My caloric intake goal used to be about 1000-1200 calories, as I know it's dangerous to go under 1,000. However I always ended up eating from 800-900.

A typical meal plan for me would have been

Breakfast- Oatmeal, with water and sliced fruit. (never really over 200 calories)

Snack - Fruit (apples, grapes) (varies, but usually not over 100 calories)

Lunch - Turkey sandwich on wheat bread with mustard and lettuce ( never over 250 calories)
Some more fruit or carrot sticks (roughly 50 calories)

Mid day snack- More fruit or raw veggies (50 calories)

Dinner- Chicken breast and some veggies (200-300 calories)

You can see that by taking even the highest possible I still rarely reached 1,000 calories.. so what happened when I was starving?

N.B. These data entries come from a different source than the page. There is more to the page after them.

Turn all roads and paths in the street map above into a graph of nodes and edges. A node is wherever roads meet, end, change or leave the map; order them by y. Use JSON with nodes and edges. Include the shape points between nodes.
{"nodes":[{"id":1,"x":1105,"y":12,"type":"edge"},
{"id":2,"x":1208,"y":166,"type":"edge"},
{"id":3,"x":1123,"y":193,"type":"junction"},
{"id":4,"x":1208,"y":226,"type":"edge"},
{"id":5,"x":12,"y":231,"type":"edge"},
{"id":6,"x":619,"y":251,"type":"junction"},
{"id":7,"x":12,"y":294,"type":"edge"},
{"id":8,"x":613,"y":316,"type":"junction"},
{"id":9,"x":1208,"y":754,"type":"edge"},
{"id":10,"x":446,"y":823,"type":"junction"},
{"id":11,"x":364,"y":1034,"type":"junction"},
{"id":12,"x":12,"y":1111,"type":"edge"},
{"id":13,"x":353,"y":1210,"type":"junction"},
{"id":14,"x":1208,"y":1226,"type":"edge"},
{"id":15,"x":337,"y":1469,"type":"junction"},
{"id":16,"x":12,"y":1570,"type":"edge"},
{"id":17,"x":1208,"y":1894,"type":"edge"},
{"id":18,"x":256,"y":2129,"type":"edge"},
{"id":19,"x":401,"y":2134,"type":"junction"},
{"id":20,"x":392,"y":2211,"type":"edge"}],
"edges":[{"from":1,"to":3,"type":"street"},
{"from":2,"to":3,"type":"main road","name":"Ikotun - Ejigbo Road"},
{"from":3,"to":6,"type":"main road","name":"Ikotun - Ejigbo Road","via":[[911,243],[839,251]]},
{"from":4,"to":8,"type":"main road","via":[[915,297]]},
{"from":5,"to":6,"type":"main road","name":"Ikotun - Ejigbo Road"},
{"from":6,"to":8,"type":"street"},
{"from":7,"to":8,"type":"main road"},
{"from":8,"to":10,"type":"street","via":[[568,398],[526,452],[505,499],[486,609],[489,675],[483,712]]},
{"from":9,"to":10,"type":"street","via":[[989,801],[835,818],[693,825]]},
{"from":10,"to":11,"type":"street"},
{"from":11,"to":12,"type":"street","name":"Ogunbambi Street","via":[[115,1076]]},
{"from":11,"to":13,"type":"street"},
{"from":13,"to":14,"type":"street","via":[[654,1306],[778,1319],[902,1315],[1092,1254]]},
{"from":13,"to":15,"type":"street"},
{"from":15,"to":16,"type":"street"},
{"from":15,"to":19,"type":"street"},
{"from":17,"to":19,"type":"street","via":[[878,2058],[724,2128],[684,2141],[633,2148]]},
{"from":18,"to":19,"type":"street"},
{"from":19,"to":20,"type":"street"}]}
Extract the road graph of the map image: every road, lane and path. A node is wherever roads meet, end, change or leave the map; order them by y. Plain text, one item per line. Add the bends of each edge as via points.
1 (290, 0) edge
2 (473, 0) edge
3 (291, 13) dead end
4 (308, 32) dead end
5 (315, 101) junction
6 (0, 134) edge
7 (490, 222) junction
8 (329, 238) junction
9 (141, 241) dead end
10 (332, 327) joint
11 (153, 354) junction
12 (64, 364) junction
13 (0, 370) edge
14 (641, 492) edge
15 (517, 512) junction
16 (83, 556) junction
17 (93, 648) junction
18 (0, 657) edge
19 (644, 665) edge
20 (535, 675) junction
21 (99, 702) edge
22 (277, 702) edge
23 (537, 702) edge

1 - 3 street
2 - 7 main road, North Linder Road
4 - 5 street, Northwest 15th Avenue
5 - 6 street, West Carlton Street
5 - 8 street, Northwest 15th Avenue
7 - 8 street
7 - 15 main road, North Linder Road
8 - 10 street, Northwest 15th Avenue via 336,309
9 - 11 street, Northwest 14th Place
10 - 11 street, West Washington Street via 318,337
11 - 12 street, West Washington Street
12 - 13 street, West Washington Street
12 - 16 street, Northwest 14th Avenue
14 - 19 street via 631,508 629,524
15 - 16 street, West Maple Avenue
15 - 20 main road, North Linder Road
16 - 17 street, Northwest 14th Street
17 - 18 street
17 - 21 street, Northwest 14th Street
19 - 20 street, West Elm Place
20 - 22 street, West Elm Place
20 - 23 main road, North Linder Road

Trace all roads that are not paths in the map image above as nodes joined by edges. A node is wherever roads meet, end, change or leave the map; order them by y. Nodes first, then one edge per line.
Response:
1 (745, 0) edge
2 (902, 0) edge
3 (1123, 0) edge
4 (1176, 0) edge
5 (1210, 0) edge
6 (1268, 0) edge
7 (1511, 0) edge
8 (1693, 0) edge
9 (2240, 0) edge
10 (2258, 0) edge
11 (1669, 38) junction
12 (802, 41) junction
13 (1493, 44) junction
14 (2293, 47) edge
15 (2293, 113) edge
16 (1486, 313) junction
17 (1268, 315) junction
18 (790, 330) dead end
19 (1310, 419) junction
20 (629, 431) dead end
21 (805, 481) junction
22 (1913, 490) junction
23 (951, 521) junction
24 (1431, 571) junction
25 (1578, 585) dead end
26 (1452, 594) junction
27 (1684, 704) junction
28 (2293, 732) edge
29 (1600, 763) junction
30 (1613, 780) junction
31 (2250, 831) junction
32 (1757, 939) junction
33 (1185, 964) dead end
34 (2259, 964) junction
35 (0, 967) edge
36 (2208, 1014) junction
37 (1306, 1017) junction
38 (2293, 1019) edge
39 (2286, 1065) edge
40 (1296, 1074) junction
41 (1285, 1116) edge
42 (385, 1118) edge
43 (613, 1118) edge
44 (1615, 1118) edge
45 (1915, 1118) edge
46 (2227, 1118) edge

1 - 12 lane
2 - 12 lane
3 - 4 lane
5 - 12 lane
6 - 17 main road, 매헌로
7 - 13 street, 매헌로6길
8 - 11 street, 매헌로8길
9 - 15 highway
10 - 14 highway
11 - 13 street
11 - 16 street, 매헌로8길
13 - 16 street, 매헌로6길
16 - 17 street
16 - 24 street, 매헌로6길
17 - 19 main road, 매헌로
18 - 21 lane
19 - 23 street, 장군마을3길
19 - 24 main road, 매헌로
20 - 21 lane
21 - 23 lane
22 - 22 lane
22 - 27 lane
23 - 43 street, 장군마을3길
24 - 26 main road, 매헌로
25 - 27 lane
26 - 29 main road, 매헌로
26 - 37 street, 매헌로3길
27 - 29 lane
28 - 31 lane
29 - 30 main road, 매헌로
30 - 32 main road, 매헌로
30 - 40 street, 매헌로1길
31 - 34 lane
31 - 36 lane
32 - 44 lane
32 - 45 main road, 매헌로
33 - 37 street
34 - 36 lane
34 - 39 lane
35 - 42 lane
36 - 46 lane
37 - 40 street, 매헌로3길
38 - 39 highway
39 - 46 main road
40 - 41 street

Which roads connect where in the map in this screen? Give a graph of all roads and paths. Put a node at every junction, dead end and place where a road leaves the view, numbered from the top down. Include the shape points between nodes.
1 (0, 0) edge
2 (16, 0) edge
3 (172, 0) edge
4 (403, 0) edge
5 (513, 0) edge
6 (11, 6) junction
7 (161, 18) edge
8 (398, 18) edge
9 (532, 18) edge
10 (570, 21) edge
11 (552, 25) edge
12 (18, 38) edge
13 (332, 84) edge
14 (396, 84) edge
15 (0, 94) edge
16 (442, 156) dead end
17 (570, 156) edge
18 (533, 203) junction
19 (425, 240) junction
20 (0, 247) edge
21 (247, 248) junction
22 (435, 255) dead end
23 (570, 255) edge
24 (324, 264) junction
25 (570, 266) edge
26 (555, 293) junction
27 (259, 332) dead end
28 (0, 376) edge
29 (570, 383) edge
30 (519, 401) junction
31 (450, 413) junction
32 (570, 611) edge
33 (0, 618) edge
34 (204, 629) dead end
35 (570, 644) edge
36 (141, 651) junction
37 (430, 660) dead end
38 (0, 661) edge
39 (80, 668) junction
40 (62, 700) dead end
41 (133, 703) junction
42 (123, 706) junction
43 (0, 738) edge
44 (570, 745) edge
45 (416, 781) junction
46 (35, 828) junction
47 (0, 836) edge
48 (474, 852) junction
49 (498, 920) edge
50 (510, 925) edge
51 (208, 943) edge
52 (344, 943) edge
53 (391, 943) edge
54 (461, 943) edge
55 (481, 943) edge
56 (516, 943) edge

I'd binge. Give up for a few weeks, eat whatever I wanted, way too much of it and then start over again.

After months and months of research and educating myself about nutrition my meal plan looks more like this..

Breakfast - Oatmeal with walnuts or ground flax seed, banana, glass of skim milk
Or low calorie-high fiber cereal (notably Kashi go-lean) with fruit and milk.

Morning snack- Fruit and almonds, apple and string cheese, wholegrain crackers with 1/2 serving of natural peanut butter.. etc.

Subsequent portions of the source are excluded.